Traditionally, Call Control has required interaction with and understanding of telephony API's which often change from one platform to another.

CCXML is the "Call Control eXtensible Markup Language". It is an XML based language that can control the setup, monitoring, and tear down of phone calls. CCXML allows the industry to leverage the strength of Web platforms and technologies to intelligently control calls on and off the telephone network. Additionally, CCXML will create a high-level industry standard for Call Control that can run over any telephony platform.

Why not build Call Control into VoiceXML?

VoiceXML was never designed to support advanced Call Control features - it was designed to be a dialog control language and it does that quite well. While VoiceXML does support basic Call Control features via the tag, those features are in fact too basic for many telephony applications. Because of this limitation, vendors looked at adding Call Control to VoiceXML using several different approaches. Some companies added robust Call Control support by extending VoiceXML while others created their own Call Control languages such as CallXML from Voxeo. While these solutions provided enhanced Call Control support they were incompatible with each other and did not address all of the Call Control scenarios reviewed by the W3C.

VoiceXML controls the presentation of media inside of calls. It uses a model based on forms and transactions that occur in a linear fashion - a model that works very well for user driven voice interfaces. Call Control uses a model based on events and commands that can occur at any time.
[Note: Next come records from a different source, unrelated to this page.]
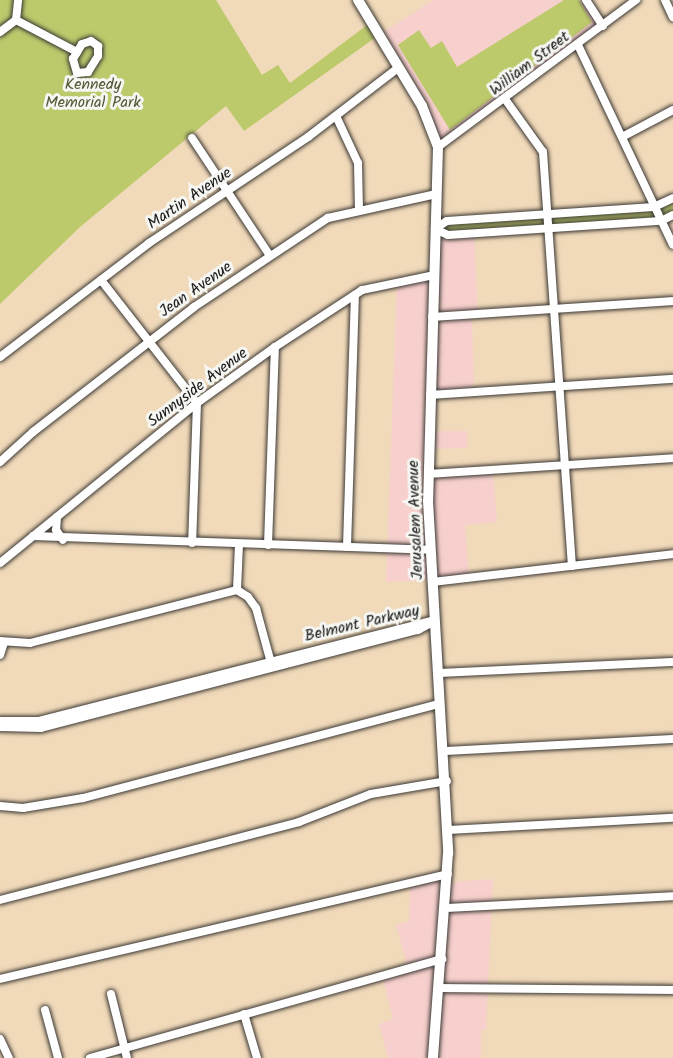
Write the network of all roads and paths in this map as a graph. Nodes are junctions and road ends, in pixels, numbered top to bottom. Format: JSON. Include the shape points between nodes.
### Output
{"nodes":[{"id":1,"x":18,"y":0,"type":"edge"},
{"id":2,"x":358,"y":0,"type":"edge"},
{"id":3,"x":586,"y":0,"type":"edge"},
{"id":4,"x":636,"y":0,"type":"edge"},
{"id":5,"x":664,"y":0,"type":"edge"},
{"id":6,"x":673,"y":16,"type":"edge"},
{"id":7,"x":16,"y":20,"type":"junction"},
{"id":8,"x":603,"y":26,"type":"junction"},
{"id":9,"x":0,"y":32,"type":"edge"},
{"id":10,"x":578,"y":45,"type":"junction"},
{"id":11,"x":77,"y":52,"type":"junction"},
{"id":12,"x":398,"y":68,"type":"junction"},
{"id":13,"x":505,"y":99,"type":"junction"},
{"id":14,"x":673,"y":110,"type":"edge"},
{"id":15,"x":336,"y":116,"type":"junction"},
{"id":16,"x":622,"y":137,"type":"junction"},
{"id":17,"x":192,"y":138,"type":"dead end"},
{"id":18,"x":438,"y":147,"type":"junction"},
{"id":19,"x":227,"y":191,"type":"junction"},
{"id":20,"x":436,"y":194,"type":"junction"},
{"id":21,"x":673,"y":198,"type":"edge"},
{"id":22,"x":654,"y":207,"type":"junction"},
{"id":23,"x":358,"y":210,"type":"junction"},
{"id":24,"x":548,"y":214,"type":"junction"},
{"id":25,"x":673,"y":215,"type":"edge"},
{"id":26,"x":661,"y":221,"type":"junction"},
{"id":27,"x":435,"y":229,"type":"junction"},
{"id":28,"x":549,"y":229,"type":"junction"},
{"id":29,"x":673,"y":245,"type":"edge"},
{"id":30,"x":270,"y":256,"type":"junction"},
{"id":31,"x":434,"y":275,"type":"junction"},
{"id":32,"x":101,"y":280,"type":"junction"},
{"id":33,"x":355,"y":295,"type":"junction"},
{"id":34,"x":673,"y":301,"type":"edge"},
{"id":35,"x":554,"y":309,"type":"junction"},
{"id":36,"x":432,"y":317,"type":"junction"},
{"id":37,"x":148,"y":341,"type":"junction"},
{"id":38,"x":275,"y":347,"type":"junction"},
{"id":39,"x":0,"y":357,"type":"edge"},
{"id":40,"x":673,"y":379,"type":"edge"},
{"id":41,"x":560,"y":387,"type":"junction"},
{"id":42,"x":430,"y":395,"type":"junction"},
{"id":43,"x":197,"y":403,"type":"junction"},
{"id":44,"x":673,"y":458,"type":"edge"},
{"id":45,"x":0,"y":462,"type":"edge"},
{"id":46,"x":565,"y":465,"type":"junction"},
{"id":47,"x":428,"y":474,"type":"junction"},
{"id":48,"x":57,"y":517,"type":"junction"},
{"id":49,"x":33,"y":536,"type":"junction"},
{"id":50,"x":63,"y":540,"type":"junction"},
{"id":51,"x":192,"y":543,"type":"junction"},
{"id":52,"x":239,"y":544,"type":"junction"},
{"id":53,"x":268,"y":545,"type":"junction"},
{"id":54,"x":347,"y":547,"type":"junction"},
{"id":55,"x":430,"y":550,"type":"junction"},
{"id":56,"x":673,"y":554,"type":"edge"},
{"id":57,"x":0,"y":563,"type":"edge"},
{"id":58,"x":572,"y":566,"type":"junction"},
{"id":59,"x":432,"y":582,"type":"junction"},
{"id":60,"x":237,"y":591,"type":"junction"},
{"id":61,"x":435,"y":621,"type":"junction"},
{"id":62,"x":2,"y":642,"type":"edge"},
{"id":63,"x":0,"y":655,"type":"edge"},
{"id":64,"x":673,"y":662,"type":"edge"},
{"id":65,"x":271,"y":664,"type":"junction"},
{"id":66,"x":438,"y":673,"type":"junction"},
{"id":67,"x":440,"y":704,"type":"junction"},
{"id":68,"x":76,"y":715,"type":"junction"},
{"id":69,"x":0,"y":721,"type":"edge"},
{"id":70,"x":0,"y":727,"type":"edge"},
{"id":71,"x":673,"y":739,"type":"edge"},
{"id":72,"x":445,"y":752,"type":"junction"},
{"id":73,"x":447,"y":780,"type":"junction"},
{"id":74,"x":0,"y":806,"type":"edge"},
{"id":75,"x":673,"y":818,"type":"edge"},
{"id":76,"x":448,"y":830,"type":"junction"},
{"id":77,"x":448,"y":874,"type":"junction"},
{"id":78,"x":673,"y":896,"type":"edge"},
{"id":79,"x":0,"y":900,"type":"edge"},
{"id":80,"x":446,"y":908,"type":"junction"},
{"id":81,"x":442,"y":959,"type":"junction"},
{"id":82,"x":0,"y":979,"type":"edge"},
{"id":83,"x":439,"y":988,"type":"junction"},
{"id":84,"x":673,"y":990,"type":"edge"},
{"id":85,"x":111,"y":994,"type":"dead end"},
{"id":86,"x":45,"y":1010,"type":"dead end"},
{"id":87,"x":244,"y":1014,"type":"junction"},
{"id":88,"x":0,"y":1039,"type":"edge"},
{"id":89,"x":124,"y":1048,"type":"junction"},
{"id":90,"x":9,"y":1058,"type":"edge"},
{"id":91,"x":58,"y":1058,"type":"edge"},
{"id":92,"x":90,"y":1058,"type":"edge"},
{"id":93,"x":127,"y":1058,"type":"edge"},
{"id":94,"x":257,"y":1058,"type":"edge"},
{"id":95,"x":433,"y":1058,"type":"edge"}],
"edges":[{"from":1,"to":7,"type":"street"},
{"from":2,"to":12,"type":"main road","name":"Jerusalem Avenue"},
{"from":3,"to":8,"type":"street"},
{"from":4,"to":8,"type":"street","name":"William Street"},
{"from":5,"to":6,"type":"street"},
{"from":7,"to":9,"type":"street"},
{"from":7,"to":11,"type":"street"},
{"from":8,"to":10,"type":"street","name":"William Street"},
{"from":10,"to":13,"type":"street","name":"William Street"},
{"from":10,"to":16,"type":"street"},
{"from":11,"to":11,"type":"street","via":[[72,68],[86,74],[98,56],[98,46],[87,41]]},
{"from":12,"to":15,"type":"street","name":"Martin Avenue"},
{"from":12,"to":18,"type":"main road","name":"Jerusalem Avenue","via":[[422,106]]},
{"from":13,"to":18,"type":"street","name":"William Street"},
{"from":13,"to":24,"type":"street","via":[[543,152]]},
{"from":14,"to":16,"type":"street"},
{"from":15,"to":19,"type":"street","name":"Martin Avenue"},
{"from":15,"to":23,"type":"street","via":[[358,163]]},
{"from":16,"to":22,"type":"street"},
{"from":17,"to":19,"type":"street"},
{"from":18,"to":20,"type":"main road","name":"Jerusalem Avenue"},
{"from":19,"to":30,"type":"street"},
{"from":19,"to":32,"type":"street","name":"Martin Avenue"},
{"from":20,"to":23,"type":"street","name":"Jean Avenue"},
{"from":20,"to":27,"type":"main road","name":"Jerusalem Avenue"},
{"from":21,"to":22,"type":"street"},
{"from":22,"to":24,"type":"street"},
{"from":22,"to":26,"type":"street"},
{"from":23,"to":30,"type":"street","name":"Jean Avenue","via":[[328,218]]},
{"from":24,"to":27,"type":"street","via":[[447,221]]},
{"from":24,"to":28,"type":"street"},
{"from":25,"to":26,"type":"street"},
{"from":26,"to":28,"type":"street"},
{"from":26,"to":29,"type":"street"},
{"from":27,"to":28,"type":"street","via":[[448,236]]},
{"from":27,"to":31,"type":"main road","name":"Jerusalem Avenue"},
{"from":28,"to":35,"type":"street"},
{"from":30,"to":37,"type":"street","name":"Jean Avenue"},
{"from":31,"to":33,"type":"street","name":"Sunnyside Avenue"},
{"from":31,"to":36,"type":"main road","name":"Jerusalem Avenue"},
{"from":32,"to":37,"type":"street"},
{"from":32,"to":39,"type":"street","name":"Martin Avenue"},
{"from":33,"to":38,"type":"street","name":"Sunnyside Avenue"},
{"from":33,"to":54,"type":"street"},
{"from":34,"to":35,"type":"street"},
{"from":35,"to":36,"type":"street"},
{"from":35,"to":41,"type":"street"},
{"from":36,"to":42,"type":"main road","name":"Jerusalem Avenue"},
{"from":37,"to":43,"type":"street"},
{"from":37,"to":45,"type":"street","name":"Jean Avenue"},
{"from":38,"to":43,"type":"street","name":"Sunnyside Avenue"},
{"from":38,"to":53,"type":"street"},
{"from":40,"to":41,"type":"street"},
{"from":41,"to":42,"type":"street"},
{"from":41,"to":46,"type":"street"},
{"from":42,"to":47,"type":"main road","name":"Jerusalem Avenue"},
{"from":43,"to":48,"type":"street","name":"Sunnyside Avenue"},
{"from":43,"to":51,"type":"street"},
{"from":44,"to":46,"type":"street"},
{"from":46,"to":47,"type":"street"},
{"from":46,"to":58,"type":"street"},
{"from":47,"to":55,"type":"main road","name":"Jerusalem Avenue"},
{"from":48,"to":49,"type":"street","name":"Sunnyside Avenue"},
{"from":48,"to":50,"type":"street","via":[[56,530]]},
{"from":49,"to":50,"type":"street"},
{"from":49,"to":57,"type":"street","name":"Sunnyside Avenue"},
{"from":50,"to":51,"type":"street"},
{"from":51,"to":52,"type":"street"},
{"from":52,"to":53,"type":"street"},
{"from":52,"to":60,"type":"street"},
{"from":53,"to":54,"type":"street"},
{"from":54,"to":55,"type":"street"},
{"from":55,"to":59,"type":"main road","name":"Jerusalem Avenue"},
{"from":56,"to":58,"type":"street"},
{"from":58,"to":59,"type":"street"},
{"from":59,"to":61,"type":"main road","name":"Jerusalem Avenue"},
{"from":60,"to":62,"type":"street","via":[[30,643]]},
{"from":60,"to":65,"type":"street","via":[[256,608]]},
{"from":61,"to":65,"type":"street","name":"Belmont Parkway","via":[[416,622]]},
{"from":61,"to":66,"type":"main road","name":"Jerusalem Avenue"},
{"from":62,"to":63,"type":"street"},
{"from":64,"to":66,"type":"street"},
{"from":65,"to":68,"type":"street","name":"Belmont Parkway"},
{"from":66,"to":67,"type":"main road","name":"Jerusalem Avenue"},
{"from":67,"to":72,"type":"main road","name":"Jerusalem Avenue"},
{"from":67,"to":74,"type":"street","via":[[83,798],[24,807]]},
{"from":68,"to":69,"type":"street","name":"Belmont Parkway","via":[[39,721]]},
{"from":68,"to":70,"type":"street","name":"Belmont Parkway","via":[[42,728]]},
{"from":71,"to":72,"type":"street"},
{"from":72,"to":73,"type":"main road","name":"Jerusalem Avenue"},
{"from":73,"to":76,"type":"main road","name":"Jerusalem Avenue"},
{"from":73,"to":79,"type":"street","via":[[371,794],[299,822]]},
{"from":75,"to":76,"type":"street"},
{"from":76,"to":77,"type":"main road","name":"Jerusalem Avenue"},
{"from":77,"to":80,"type":"main road","name":"Jerusalem Avenue"},
{"from":77,"to":82,"type":"street"},
{"from":78,"to":80,"type":"street"},
{"from":80,"to":81,"type":"main road","name":"Jerusalem Avenue"},
{"from":81,"to":83,"type":"main road","name":"Jerusalem Avenue"},
{"from":81,"to":87,"type":"street"},
{"from":83,"to":84,"type":"street"},
{"from":83,"to":95,"type":"main road","name":"Jerusalem Avenue"},
{"from":85,"to":89,"type":"street"},
{"from":86,"to":91,"type":"street"},
{"from":87,"to":89,"type":"street"},
{"from":87,"to":94,"type":"street"},
{"from":88,"to":90,"type":"street"},
{"from":89,"to":92,"type":"street"},
{"from":89,"to":93,"type":"street"}]}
The fundamental differences in these models made it very difficult - if not impossible - to deliver robust Call Control inside of VoiceXML itself.
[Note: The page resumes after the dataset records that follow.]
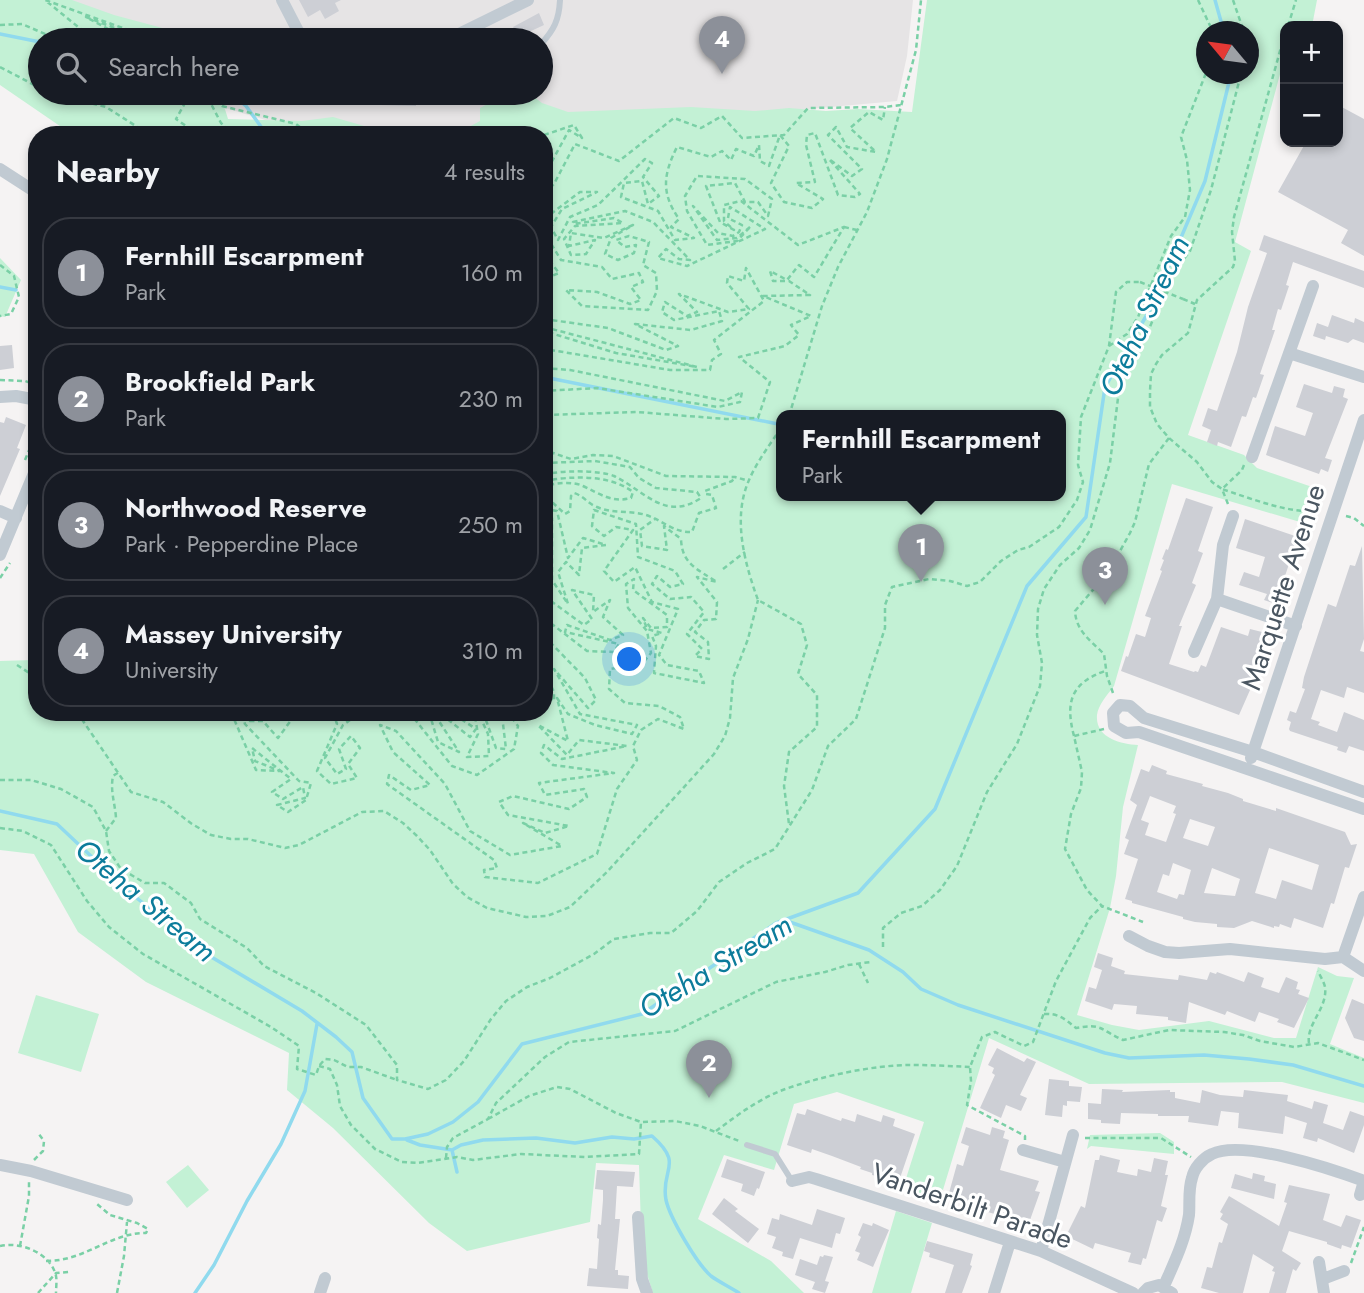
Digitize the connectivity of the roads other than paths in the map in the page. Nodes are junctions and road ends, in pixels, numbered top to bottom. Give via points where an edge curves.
1 (282, 0) edge
2 (528, 0) edge
3 (560, 0) edge
4 (296, 28) edge
5 (471, 28) edge
6 (553, 30) edge
7 (0, 169) edge
8 (28, 187) edge
9 (1313, 286) dead end
10 (1289, 353) junction
11 (1364, 377) edge
12 (0, 397) edge
13 (28, 398) edge
14 (1364, 420) edge
15 (1249, 457) road end
16 (28, 489) edge
17 (0, 511) edge
18 (1233, 516) road end
19 (16, 519) junction
20 (0, 555) edge
21 (1217, 599) junction
22 (1296, 626) junction
23 (1194, 652) dead end
24 (1253, 752) junction
25 (1248, 768) junction
26 (1364, 792) edge
27 (1364, 809) edge
28 (1364, 897) edge
29 (1129, 936) dead end
30 (1343, 957) junction
31 (1364, 971) edge
32 (1072, 1139) road end
33 (747, 1145) road end
34 (1024, 1150) road end
35 (1065, 1163) junction
36 (0, 1165) edge
37 (792, 1181) joint
38 (1364, 1181) edge
39 (1360, 1195) dead end
40 (127, 1200) dead end
41 (638, 1217) dead end
42 (1010, 1242) junction
43 (1041, 1251) junction
44 (1319, 1262) dead end
45 (1344, 1270) road end
46 (326, 1278) dead end
47 (1323, 1279) junction
48 (1168, 1290) edge
49 (320, 1293) edge
50 (647, 1293) edge
51 (994, 1293) edge
52 (1133, 1293) edge
53 (1143, 1293) edge
54 (1324, 1293) edge

1 - 4 street
2 - 5 street
3 - 6 lane
7 - 8 street
9 - 10 street
10 - 11 street
10 - 15 street
12 - 13 street
14 - 22 street, Marquette Avenue
16 - 19 street
17 - 19 street
18 - 21 street via 1223,545
19 - 20 street
21 - 22 street
21 - 23 street
22 - 24 street, Marquette Avenue
24 - 25 street, Marquette Avenue
24 - 25 street via 1144,718 1130,706 1120,705 1113,713 1114,726 1126,733 1139,732
24 - 26 street
25 - 27 street
28 - 30 street
29 - 30 street via 1165,952 1230,949
30 - 31 street
32 - 35 street
33 - 37 lane via 775,1154
34 - 35 street
35 - 43 street
36 - 40 street
37 - 42 street, Vanderbilt Parade via 809,1177
38 - 39 street
38 - 48 street via 1266,1154 1213,1153 1192,1177 1189,1215
41 - 50 street
42 - 43 street, Vanderbilt Parade
42 - 51 street
43 - 52 street, Vanderbilt Parade
44 - 47 street
45 - 47 street
46 - 49 street
47 - 54 street
48 - 53 street via 1153,1285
Additionally, many W3C members and telephone industry leaders wanted a language that could be used outside of VoiceXML itself. While only some phone calls require automated voice interaction, every phone call requires Call Control. As a result, CCXML could end up being used and supported by everything from PBX's to the telephone switches that run the phone network itself. Many of these telephony platforms have no need or support for the things VoiceXML itself can do.
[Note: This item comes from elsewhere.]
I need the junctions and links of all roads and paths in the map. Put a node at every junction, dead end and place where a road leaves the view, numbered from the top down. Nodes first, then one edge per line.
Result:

What does CCXML allow you to do?

There are a number of features that VoiceXML currently can't supply that CCXML will:

  • Support for multi-party conferencing, plus more advanced conference and audio control. Any telephone conferencing application requires such features.

  • The ability to give each active line in a voice application its own dedicated VoiceXML interpreter. Currently, many VoiceXML platforms initiate a second call or "call leg" to transfer a call from an automated VoiceXML platform to another telephone user. The second leg of a transferred call on these platforms lacks a VoiceXML interpreter of its own, limiting the scope of possible applications that can occur on that second leg.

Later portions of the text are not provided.